Ela ficou na porta por um momento e entrou.
E fechou a porta.
Através das janelas do chão ao teto, o neon e a noite iluminavam o céu inteiro. A cidade movimentada parecia calma à noite, mas escondia uma tensão opressiva entre as sombras dos prédios.
Ela se recostou no sofá e fechou os olhos.
Não sabia quanto tempo havia passado quando ouviu um barulho na porta.
Bianca abriu a porta e, ao ver aquele ambiente escuro, franziu as sobrancelhas instintivamente.
Acendeu a luz, e o lugar ficou claro.
— Srta. Assis?
Ela viu a mulher repousando no sofá de olhos fechados, rapidamente deixou de lado o que carregava e caminhou até ela: — O que foi? Está se sentindo mal?
Janaina abriu os olhos e, ao vê-la, deu uma risada.
— Não, estou apenas um pouco cansada.
Para ser sincera, ela não havia feito muito nestes dois dias, mas talvez seus nervos estivessem no limite. Ela teve a sensação de ter sido drenada.
Apoiou-se para se sentar.
— Tudo pronto?
— Sim.
Bianca pegou um documento da bolsa: — Este é o contrato. O Marcos já assinou.
Naquela tarde, vários repórteres foram ao hospital para entrevistas. Com a tática de apaziguar e atacar, colocaram Marcos na cruz da moralidade. Se ele não repassasse o projeto para a Starlight, estaria usando a própria posição para abusos.

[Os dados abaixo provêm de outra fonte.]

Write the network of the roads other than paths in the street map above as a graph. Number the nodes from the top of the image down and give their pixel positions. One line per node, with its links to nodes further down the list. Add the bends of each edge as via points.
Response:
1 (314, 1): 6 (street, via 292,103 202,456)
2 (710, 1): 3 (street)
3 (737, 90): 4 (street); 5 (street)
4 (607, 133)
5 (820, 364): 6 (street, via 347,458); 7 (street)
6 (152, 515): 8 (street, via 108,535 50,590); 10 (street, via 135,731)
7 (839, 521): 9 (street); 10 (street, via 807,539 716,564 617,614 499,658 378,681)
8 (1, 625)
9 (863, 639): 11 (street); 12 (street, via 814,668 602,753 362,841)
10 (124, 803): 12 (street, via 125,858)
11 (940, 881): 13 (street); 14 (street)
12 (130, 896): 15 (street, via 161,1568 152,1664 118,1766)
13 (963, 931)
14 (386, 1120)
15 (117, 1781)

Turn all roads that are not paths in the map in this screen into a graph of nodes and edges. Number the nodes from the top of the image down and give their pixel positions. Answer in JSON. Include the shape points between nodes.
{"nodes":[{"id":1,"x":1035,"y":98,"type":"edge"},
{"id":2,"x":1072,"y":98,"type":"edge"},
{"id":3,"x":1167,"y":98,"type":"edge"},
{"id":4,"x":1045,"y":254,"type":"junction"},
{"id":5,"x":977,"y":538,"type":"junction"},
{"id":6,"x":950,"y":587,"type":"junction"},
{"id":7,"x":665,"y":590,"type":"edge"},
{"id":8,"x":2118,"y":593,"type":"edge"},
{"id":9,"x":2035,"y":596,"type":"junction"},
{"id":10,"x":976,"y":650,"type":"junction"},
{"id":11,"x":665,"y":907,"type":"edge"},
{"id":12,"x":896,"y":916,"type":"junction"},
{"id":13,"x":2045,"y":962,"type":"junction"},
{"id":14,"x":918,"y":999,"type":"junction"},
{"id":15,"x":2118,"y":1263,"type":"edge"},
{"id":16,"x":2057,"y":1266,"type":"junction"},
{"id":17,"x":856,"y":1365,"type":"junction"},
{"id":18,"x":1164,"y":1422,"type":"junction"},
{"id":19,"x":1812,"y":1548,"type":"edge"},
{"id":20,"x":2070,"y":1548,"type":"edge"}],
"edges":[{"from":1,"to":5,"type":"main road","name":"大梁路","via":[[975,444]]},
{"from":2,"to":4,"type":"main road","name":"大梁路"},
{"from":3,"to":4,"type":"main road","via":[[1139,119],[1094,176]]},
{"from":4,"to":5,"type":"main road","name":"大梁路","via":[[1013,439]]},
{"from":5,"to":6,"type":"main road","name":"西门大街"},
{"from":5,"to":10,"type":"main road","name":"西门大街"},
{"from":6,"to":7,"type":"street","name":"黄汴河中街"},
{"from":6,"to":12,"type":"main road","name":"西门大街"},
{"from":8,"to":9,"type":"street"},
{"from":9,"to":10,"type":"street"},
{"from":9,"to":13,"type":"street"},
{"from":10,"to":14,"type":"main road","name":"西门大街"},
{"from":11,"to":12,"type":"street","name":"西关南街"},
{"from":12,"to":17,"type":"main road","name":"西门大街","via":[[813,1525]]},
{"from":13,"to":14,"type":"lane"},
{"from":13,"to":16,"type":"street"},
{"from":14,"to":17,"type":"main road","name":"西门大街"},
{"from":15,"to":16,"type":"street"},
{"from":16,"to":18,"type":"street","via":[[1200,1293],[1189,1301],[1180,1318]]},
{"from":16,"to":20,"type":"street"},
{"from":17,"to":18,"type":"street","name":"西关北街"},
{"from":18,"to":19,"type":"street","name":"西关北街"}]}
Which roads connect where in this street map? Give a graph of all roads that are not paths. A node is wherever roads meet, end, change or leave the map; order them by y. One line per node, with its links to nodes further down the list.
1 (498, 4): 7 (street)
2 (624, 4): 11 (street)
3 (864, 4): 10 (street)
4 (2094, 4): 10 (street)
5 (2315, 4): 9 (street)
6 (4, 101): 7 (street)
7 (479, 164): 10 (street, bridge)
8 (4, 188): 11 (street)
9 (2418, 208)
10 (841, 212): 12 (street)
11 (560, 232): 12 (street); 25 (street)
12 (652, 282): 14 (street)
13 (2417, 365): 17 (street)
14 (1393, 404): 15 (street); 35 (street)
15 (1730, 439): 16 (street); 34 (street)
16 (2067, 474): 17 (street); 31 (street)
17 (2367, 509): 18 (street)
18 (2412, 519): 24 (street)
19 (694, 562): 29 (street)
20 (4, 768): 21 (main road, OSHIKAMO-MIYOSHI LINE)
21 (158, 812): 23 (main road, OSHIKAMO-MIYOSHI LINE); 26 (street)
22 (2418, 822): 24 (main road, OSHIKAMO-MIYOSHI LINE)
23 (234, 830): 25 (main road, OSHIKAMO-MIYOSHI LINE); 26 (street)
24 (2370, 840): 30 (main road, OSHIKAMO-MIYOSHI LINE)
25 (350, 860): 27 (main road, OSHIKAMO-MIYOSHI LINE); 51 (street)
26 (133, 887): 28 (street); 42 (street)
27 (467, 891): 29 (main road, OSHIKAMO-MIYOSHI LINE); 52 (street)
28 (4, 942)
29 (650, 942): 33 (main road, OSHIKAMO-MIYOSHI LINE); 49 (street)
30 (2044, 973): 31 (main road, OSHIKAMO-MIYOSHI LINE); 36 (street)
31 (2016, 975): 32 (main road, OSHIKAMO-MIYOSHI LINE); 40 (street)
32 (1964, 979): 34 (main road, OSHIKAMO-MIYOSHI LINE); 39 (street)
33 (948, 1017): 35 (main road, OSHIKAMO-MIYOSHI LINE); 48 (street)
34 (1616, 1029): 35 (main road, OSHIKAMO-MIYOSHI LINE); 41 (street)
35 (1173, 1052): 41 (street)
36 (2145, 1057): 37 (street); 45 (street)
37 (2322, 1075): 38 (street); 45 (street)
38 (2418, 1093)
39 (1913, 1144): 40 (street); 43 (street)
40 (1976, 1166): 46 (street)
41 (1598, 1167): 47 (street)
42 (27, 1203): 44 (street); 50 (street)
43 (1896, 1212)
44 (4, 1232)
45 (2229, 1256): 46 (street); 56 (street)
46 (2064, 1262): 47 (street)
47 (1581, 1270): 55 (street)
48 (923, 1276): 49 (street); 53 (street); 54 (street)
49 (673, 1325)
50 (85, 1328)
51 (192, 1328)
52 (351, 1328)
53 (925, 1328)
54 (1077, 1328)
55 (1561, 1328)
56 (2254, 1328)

E, além do mais, ele tinha família e filhos. Se a coisa tomasse grandes proporções, não aguentaria as consequências.
Bianca pensou na cara dele ao sofrer essa perda engolindo a seco, e quis rir.
— Srta. Assis, graças à sua ordem de tirarem aquelas fotos com antecedência. Caso contrário, não teria corrido tão bem.